▸ Your task
Every record gets copied exactly, and no picture goes with it.

▸ Data for review

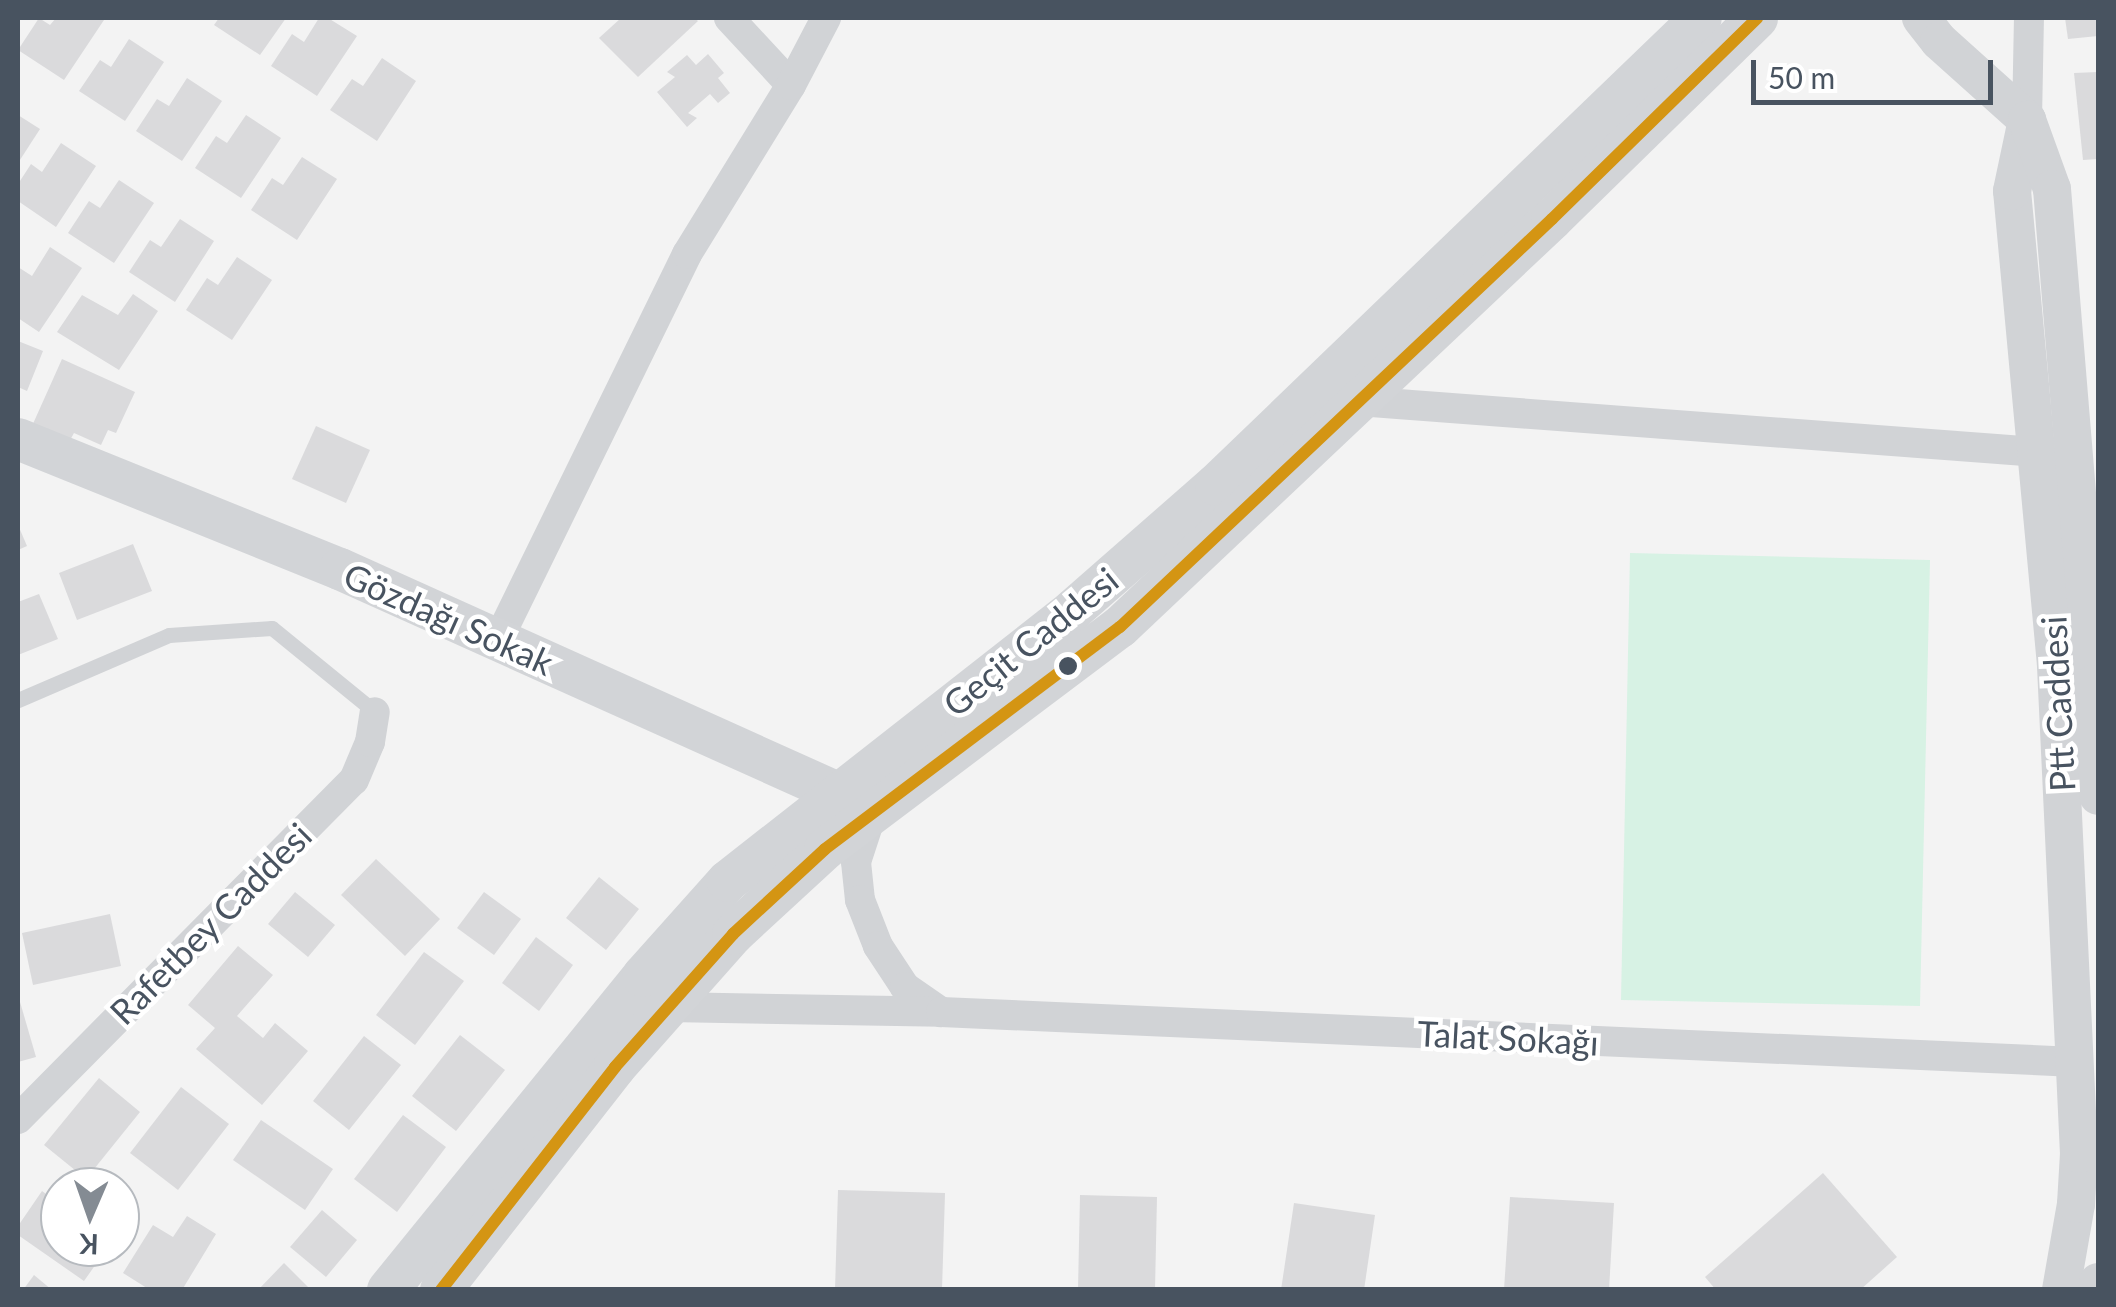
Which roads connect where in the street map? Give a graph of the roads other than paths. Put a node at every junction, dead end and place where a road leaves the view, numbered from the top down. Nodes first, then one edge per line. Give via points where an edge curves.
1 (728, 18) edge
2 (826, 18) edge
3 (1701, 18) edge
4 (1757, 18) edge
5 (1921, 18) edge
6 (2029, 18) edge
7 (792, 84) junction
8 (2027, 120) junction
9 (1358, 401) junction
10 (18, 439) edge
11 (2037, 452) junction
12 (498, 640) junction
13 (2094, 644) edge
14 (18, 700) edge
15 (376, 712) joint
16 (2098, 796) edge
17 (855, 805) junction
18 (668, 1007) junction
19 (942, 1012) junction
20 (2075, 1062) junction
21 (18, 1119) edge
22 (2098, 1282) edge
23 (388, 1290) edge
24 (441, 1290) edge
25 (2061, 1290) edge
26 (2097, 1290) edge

▸ Solution to this problem
Which roads connect where in the street map? Give a graph of the roads other than paths. Put a node at every junction, dead end and place where a road leaves the view, numbered from the top down. Nodes first, then one edge per line. Give via points where an edge curves.
1 (728, 18) edge
2 (826, 18) edge
3 (1701, 18) edge
4 (1757, 18) edge
5 (1921, 18) edge
6 (2029, 18) edge
7 (792, 84) junction
8 (2027, 120) junction
9 (1358, 401) junction
10 (18, 439) edge
11 (2037, 452) junction
12 (498, 640) junction
13 (2094, 644) edge
14 (18, 700) edge
15 (376, 712) joint
16 (2098, 796) edge
17 (855, 805) junction
18 (668, 1007) junction
19 (942, 1012) junction
20 (2075, 1062) junction
21 (18, 1119) edge
22 (2098, 1282) edge
23 (388, 1290) edge
24 (441, 1290) edge
25 (2061, 1290) edge
26 (2097, 1290) edge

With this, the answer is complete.